«Un tempo la Francia pretendeva di dare lezioni di democrazia, oggi impara una lezione»
di Mathilde Auvillain (corrispondente in Italia Radio France Internationale)
«Mentre in Francia la destra di Sarkozy sta dando l’immagine peggiore di sé con le primarie al UMP – i due finalisti Fillon e Copé rivendicano la vittoria – il centro sinistra italiano sorprende per il “fair play” e per l’alta partecipazione al voto di domenica. In pochi mesi, la situazione sembra essersi rovesciata da un lato all’atro delle Alpi.

Un tempo, la Francia pretendeva di dare lezioni di democrazia all’Italia berlusconiana, invece oggi potrebbe imparare una lezione dall’Italia per il clima in cui si è svolto il primo turno delle primarie a sinistra. Sorprende, infatti, il numero della partecipazione a queste primarie di centro sinistra – 3,1 milioni di votanti – mentre in Francia, un record di 2,5 milioni di elettori si erano espressi per le primarie del Partito Socialista di ottobre 2011, che hanno portato alla scelta del candidato Hollande poi diventato presidente della Repubblica.

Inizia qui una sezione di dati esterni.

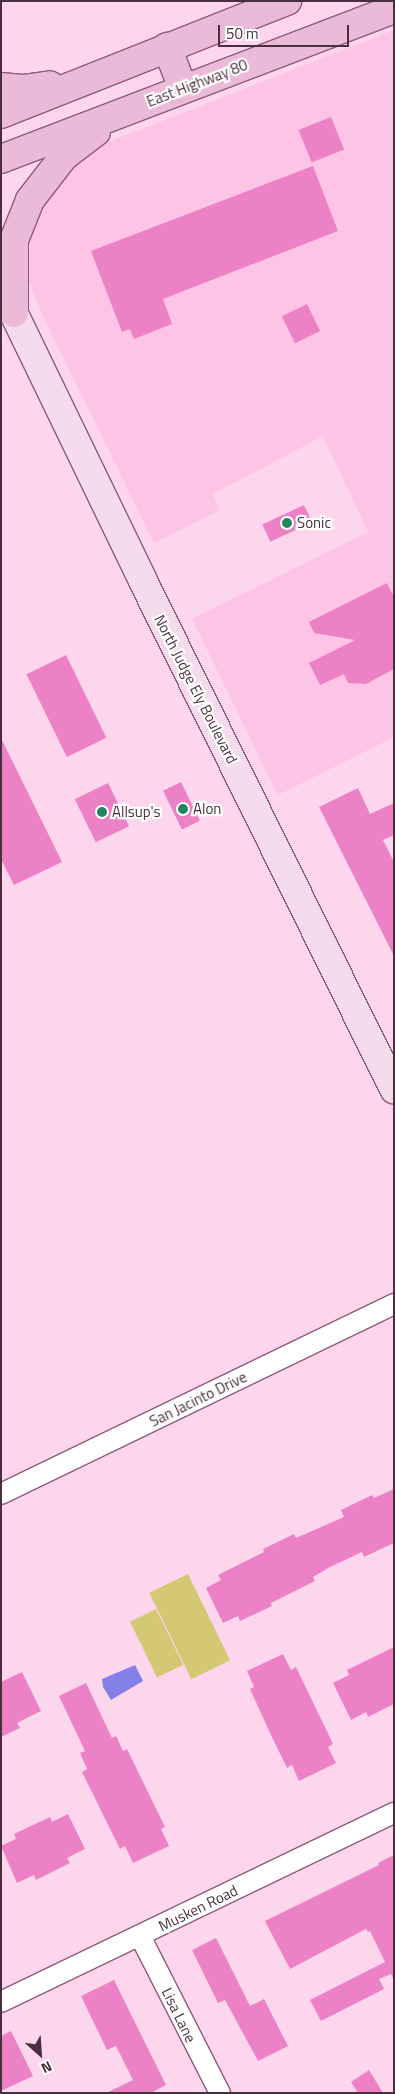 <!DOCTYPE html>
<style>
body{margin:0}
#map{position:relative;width:395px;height:2094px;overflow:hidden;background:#fdd6ed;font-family:"Titillium Web",sans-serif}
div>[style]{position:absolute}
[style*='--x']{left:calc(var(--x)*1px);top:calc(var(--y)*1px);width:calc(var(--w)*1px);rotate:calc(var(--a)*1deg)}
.built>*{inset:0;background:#fdc4e5}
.green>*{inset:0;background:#d3c974;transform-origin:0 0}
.water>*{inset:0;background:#8380e8}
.building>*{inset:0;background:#ec82c5;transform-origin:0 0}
.roads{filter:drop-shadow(1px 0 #90597b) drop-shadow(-1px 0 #90597b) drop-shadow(0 1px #90597b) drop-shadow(0 -1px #90597b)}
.minor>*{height:20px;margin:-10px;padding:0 10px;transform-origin:10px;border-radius:10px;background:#fff}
.secondary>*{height:28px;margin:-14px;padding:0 14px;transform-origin:14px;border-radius:14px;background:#f5dcec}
.primary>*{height:28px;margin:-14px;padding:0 14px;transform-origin:14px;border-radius:14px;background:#ebbad8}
.dots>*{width:14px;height:14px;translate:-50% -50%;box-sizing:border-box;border:2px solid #fff;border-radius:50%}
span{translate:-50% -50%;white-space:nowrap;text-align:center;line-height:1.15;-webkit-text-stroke:4.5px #fff;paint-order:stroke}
.street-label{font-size:15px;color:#482f3e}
.poi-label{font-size:15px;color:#482f3e}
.left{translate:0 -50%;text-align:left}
.frame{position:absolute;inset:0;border:2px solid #482f3e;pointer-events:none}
.north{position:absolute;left:15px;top:2029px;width:50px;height:50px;-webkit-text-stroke:4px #fff;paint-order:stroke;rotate:154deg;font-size:14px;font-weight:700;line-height:20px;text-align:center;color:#482f3e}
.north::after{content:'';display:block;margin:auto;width:18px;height:22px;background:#482f3e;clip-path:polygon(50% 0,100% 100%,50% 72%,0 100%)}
.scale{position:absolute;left:218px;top:25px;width:131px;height:22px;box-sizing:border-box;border:2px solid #482f3e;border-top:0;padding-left:6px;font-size:15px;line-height:18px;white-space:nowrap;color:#482f3e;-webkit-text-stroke:4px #fff;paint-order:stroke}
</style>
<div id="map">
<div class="built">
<div style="clip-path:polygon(394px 30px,394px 737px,278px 795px,192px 619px,368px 532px,323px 436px,213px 494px,220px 510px,154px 543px,41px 312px,27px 275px,27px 236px,40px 204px,83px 152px)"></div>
</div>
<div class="green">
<div style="left:188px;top:1574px;width:96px;height:43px;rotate:64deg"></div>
<div style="left:156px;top:1609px;width:62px;height:29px;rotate:64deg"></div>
</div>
<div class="water">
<div style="clip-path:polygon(135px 1665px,143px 1681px,111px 1700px,103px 1687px,102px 1679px)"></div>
</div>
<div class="building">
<div style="left:331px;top:117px;width:35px;height:35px;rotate:68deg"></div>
<div style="clip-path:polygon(313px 166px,338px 231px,163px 299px,172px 324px,134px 339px,130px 329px,122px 332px,91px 251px)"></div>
<div style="left:307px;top:304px;width:30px;height:28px;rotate:64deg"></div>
<div style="left:304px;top:505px;width:19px;height:46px;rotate:65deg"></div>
<div style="clip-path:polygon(387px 583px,394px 597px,394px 669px,366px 684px,348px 683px,344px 674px,320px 685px,309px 663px,355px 640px,314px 633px,309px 622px)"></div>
<div style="left:66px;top:655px;width:92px;height:44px;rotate:64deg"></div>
<div style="clip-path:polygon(1px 738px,62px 862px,14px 885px,1px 859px)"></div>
<div style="left:181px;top:782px;width:43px;height:20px;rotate:64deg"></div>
<div style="left:108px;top:783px;width:48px;height:37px;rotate:64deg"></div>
<div style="clip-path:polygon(358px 788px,370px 814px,394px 803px,394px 835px,383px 840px,394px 862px,394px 956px,319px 807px)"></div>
<div style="clip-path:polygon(394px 1489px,394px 1543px,364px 1557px,362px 1552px,330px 1567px,313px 1577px,315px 1581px,271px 1603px,272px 1606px,240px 1621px,238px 1616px,223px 1623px,206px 1588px,221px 1580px,218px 1575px,264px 1552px,263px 1549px,294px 1534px,296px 1538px,344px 1517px,341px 1510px,372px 1495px,374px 1498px)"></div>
<div style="clip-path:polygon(394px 1647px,394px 1704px,368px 1717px,366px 1712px,351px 1720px,333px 1683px,349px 1675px,347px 1670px)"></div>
<div style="clip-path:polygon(283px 1654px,291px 1670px,296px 1667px,333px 1744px,328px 1747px,336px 1763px,299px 1781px,292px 1765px,287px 1768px,271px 1735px,250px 1689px,254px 1687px,247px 1671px)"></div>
<div style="clip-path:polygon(22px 1672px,41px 1711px,17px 1723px,20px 1728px,1px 1737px,1px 1682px)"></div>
<div style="clip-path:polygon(86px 1683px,112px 1738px,116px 1736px,123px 1751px,127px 1749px,165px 1827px,161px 1829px,169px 1846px,133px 1863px,125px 1846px,120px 1849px,82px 1772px,87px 1769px,80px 1753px,85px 1751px,59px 1696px)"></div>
<div style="clip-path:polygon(68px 1814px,85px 1849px,67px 1858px,70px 1863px,36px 1880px,34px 1875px,17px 1883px,1px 1846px,16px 1839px,14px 1834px,50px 1817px,52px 1822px)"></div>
<div style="clip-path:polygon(394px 1855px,394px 1980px,391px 1974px,379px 1979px,384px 1989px,321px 2021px,310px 2000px,385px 1962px,370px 1931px,368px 1932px,366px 1929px,290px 1969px,265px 1921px,379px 1865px,378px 1863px)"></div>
<div style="clip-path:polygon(216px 1938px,250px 2006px,264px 1999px,288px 2046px,258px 2061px,225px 2000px,218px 2003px,192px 1950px)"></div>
<div style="clip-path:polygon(114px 1980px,166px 2085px,151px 2093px,106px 2093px,133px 2080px,116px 2046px,107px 2050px,81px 1996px)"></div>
<div style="clip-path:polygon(11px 2031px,33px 2076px,1px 2091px,1px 2036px)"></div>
<div style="clip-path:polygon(369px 2070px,383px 2093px,358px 2093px,351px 2082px)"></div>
</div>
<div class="roads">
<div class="minor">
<div style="--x:1;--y:1494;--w:437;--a:-25.8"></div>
<div style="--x:140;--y:1936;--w:176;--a:63"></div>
<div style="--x:1;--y:2002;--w:436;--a:-25.7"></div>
</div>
<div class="secondary">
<div style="--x:3;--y:291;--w:322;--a:64.2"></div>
<div style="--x:143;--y:581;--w:567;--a:63.71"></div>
</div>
<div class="primary">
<div style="--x:167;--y:47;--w:45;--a:69.1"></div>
<div style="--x:1;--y:87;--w:22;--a:5"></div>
<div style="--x:23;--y:89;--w:27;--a:-8"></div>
<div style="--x:1;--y:114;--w:308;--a:-21.6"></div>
<div style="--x:1;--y:159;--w:421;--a:-20.9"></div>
<div style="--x:14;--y:313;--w:73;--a:-90"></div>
<div style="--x:14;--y:240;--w:43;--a:-68.2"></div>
<div style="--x:30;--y:200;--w:56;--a:-52.3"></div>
<div style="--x:64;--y:156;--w:40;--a:-37"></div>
</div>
</div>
<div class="dots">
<div style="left:287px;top:523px;background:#22855f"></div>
<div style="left:183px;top:809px;background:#22855f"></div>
<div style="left:102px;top:812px;background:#22855f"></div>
</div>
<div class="street-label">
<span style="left:197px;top:83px;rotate:-21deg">East Highway 80</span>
<span style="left:196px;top:689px;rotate:63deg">North Judge Ely Boulevard</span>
<span style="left:198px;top:1399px;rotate:-26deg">San Jacinto Drive</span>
<span style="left:198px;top:1908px;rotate:-26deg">Musken Road</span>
<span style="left:179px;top:2015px;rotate:64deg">Lisa Lane</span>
</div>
<div class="poi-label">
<span class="left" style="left:297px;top:523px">Sonic</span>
<span class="left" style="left:193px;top:809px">Alon</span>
<span class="left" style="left:112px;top:812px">Allsup's</span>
</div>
<div class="frame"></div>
<div class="north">N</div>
<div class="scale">50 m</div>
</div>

Con queste primarie il centrosinistra si impone come soggetto politico potente e credibile al livello europeo. Un primo segno che qualcosa sta cambiando è che adesso in Francia nessuno mi chiede più “ma perché gli italiani continuano a votare Berlusconi?”, ma piuttosto “chi è questo Renzi?”. Matteo Renzi, sconosciuto ancora qualche mese fa, incuriosisce molto i cugini d’oltralpe.

Rimane comunque difficile rispondere alle altre domande dei miei concittadini : “Ma cosa propone per uscire della crisi che colpisce l’Italia e l’Europa?”. Queste primarie al centrosinistra mancano infatti di contenuti, di programmi, di proposte concrete. Ognuno dei due finalisti rivendica il cambiamento, ma non si è capito bene quali saranno i mezzi di questo cambiamento – se non per Matteo Renzi di “rottamare” la vecchia classe dirigente e fare largo ai giovani.

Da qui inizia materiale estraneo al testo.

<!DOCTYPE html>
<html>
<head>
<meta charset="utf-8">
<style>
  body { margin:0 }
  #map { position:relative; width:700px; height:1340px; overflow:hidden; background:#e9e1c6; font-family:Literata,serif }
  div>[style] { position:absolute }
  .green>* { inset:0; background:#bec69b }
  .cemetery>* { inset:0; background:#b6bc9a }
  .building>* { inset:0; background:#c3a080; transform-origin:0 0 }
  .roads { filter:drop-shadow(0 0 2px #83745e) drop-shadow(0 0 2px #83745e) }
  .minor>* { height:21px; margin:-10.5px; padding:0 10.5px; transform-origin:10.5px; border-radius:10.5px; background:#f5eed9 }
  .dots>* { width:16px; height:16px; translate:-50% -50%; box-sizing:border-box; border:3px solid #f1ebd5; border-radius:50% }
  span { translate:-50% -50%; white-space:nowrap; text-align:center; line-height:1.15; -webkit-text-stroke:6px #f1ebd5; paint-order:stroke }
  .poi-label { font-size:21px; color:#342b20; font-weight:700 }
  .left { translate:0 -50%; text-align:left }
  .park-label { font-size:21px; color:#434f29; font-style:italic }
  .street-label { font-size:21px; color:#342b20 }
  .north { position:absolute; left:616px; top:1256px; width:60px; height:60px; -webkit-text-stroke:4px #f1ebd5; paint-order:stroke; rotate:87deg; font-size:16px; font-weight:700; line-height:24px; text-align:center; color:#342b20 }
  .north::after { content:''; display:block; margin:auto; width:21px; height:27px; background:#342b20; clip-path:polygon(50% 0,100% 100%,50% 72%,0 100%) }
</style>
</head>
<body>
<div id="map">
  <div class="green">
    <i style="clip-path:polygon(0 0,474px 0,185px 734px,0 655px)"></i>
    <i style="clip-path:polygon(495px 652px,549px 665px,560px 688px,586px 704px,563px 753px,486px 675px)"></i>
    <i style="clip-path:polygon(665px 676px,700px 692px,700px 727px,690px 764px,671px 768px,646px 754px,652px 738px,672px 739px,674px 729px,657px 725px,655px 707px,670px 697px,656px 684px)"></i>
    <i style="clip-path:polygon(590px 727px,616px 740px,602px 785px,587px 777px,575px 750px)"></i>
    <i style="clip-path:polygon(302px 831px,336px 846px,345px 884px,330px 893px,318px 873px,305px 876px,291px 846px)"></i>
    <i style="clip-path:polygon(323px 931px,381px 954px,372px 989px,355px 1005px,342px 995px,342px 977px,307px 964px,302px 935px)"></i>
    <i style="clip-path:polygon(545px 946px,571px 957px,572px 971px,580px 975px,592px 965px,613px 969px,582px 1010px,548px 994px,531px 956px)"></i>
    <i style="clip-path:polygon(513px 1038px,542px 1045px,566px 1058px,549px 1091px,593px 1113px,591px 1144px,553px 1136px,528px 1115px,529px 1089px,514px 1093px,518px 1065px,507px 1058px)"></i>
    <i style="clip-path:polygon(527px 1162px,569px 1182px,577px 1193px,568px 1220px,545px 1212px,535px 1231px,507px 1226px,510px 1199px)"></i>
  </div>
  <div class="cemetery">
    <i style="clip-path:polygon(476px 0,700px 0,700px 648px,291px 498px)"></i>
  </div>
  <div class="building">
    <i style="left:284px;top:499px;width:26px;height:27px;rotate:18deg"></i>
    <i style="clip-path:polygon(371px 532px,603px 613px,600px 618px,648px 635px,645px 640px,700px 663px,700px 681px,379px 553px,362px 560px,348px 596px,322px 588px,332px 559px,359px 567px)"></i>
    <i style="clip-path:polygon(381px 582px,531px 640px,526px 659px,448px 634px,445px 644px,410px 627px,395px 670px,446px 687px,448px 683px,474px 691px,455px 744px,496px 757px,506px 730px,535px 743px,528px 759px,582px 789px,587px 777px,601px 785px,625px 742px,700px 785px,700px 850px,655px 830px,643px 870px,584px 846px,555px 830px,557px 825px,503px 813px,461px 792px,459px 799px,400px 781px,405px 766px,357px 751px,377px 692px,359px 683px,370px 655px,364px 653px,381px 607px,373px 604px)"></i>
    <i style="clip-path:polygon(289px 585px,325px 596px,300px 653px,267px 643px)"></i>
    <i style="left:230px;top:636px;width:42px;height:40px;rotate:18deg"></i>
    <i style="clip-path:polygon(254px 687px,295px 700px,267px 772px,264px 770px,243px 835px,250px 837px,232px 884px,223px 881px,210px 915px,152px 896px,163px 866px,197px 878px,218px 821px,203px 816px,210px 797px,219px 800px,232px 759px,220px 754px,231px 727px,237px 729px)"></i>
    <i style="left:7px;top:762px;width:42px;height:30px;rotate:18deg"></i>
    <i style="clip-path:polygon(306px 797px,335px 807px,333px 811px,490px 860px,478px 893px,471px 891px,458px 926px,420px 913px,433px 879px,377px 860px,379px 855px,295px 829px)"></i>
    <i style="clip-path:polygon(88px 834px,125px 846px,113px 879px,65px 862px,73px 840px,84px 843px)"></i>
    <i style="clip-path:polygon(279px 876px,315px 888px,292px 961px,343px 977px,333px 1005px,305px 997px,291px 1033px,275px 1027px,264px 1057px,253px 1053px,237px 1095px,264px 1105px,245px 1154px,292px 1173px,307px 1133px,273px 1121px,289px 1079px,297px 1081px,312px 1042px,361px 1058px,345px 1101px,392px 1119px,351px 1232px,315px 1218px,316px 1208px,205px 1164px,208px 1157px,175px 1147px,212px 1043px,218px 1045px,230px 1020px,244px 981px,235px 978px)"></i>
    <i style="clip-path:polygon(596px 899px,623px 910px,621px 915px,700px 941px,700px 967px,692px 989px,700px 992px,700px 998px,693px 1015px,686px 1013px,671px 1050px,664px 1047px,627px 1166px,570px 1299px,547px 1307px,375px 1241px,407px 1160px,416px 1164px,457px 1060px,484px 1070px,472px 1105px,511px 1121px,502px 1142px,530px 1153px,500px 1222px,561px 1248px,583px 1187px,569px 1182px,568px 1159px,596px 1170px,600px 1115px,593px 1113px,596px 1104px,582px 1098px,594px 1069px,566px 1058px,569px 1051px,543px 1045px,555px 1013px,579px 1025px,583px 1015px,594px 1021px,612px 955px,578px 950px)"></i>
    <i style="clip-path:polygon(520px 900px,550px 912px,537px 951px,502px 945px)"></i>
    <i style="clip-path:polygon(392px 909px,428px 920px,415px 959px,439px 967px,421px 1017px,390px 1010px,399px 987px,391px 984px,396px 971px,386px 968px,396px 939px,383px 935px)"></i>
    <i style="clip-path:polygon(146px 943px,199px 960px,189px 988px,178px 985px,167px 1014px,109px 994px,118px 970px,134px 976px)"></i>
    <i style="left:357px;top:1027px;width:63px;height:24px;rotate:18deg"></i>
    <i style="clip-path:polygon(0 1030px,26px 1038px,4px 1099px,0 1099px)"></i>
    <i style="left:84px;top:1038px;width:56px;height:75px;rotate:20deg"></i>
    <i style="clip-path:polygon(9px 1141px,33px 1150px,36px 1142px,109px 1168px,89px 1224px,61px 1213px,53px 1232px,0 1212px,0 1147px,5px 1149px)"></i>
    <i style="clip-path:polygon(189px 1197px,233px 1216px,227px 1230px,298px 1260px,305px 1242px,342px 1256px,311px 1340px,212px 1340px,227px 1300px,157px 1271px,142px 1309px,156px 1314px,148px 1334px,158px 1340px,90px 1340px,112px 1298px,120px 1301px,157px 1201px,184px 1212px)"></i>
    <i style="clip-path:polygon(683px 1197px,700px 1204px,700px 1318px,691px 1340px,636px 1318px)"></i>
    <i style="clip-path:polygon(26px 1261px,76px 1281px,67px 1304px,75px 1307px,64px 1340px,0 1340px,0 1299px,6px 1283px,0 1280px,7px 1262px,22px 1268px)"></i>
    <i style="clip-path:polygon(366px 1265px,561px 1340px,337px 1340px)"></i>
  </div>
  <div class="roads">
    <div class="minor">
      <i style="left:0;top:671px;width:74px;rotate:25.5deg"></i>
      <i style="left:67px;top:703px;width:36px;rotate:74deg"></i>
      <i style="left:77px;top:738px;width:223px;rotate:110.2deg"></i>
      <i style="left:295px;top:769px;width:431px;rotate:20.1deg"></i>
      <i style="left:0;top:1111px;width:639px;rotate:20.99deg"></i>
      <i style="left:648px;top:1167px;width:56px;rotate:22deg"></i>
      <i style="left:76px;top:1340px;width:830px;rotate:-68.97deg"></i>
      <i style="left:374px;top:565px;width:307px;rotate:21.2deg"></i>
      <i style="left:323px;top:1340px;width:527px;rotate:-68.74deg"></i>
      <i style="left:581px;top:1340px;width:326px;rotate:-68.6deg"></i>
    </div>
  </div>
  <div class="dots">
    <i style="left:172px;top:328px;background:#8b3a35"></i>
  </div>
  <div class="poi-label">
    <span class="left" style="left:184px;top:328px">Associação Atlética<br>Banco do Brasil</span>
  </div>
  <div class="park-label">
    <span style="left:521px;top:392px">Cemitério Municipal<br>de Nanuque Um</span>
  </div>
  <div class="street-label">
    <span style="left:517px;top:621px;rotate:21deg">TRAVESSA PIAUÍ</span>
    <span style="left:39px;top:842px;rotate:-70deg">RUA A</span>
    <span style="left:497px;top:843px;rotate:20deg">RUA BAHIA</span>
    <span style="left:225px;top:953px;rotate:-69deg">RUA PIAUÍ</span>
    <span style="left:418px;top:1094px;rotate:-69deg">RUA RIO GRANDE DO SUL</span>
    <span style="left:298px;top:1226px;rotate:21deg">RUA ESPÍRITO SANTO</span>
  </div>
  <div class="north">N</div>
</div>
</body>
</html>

Nelle dichiarazioni sia di Bersani, sia di Renzi, dopo il primo turno, si è parlato di numeri, di partecipazione, di mobilitazione, ma non di questioni di fondo legate ai problemi dei cittadini, di cosa si proporrà una volta in campo per la corsa a Palazzo Chigi. Eppure bisogna ancora convincere l’Europa – alla quale non dispiacerebbe avere Mario Monti come interlocutore per altri cinque anni – della capacità della politica italiana a riprendere il destino del Paese in mano».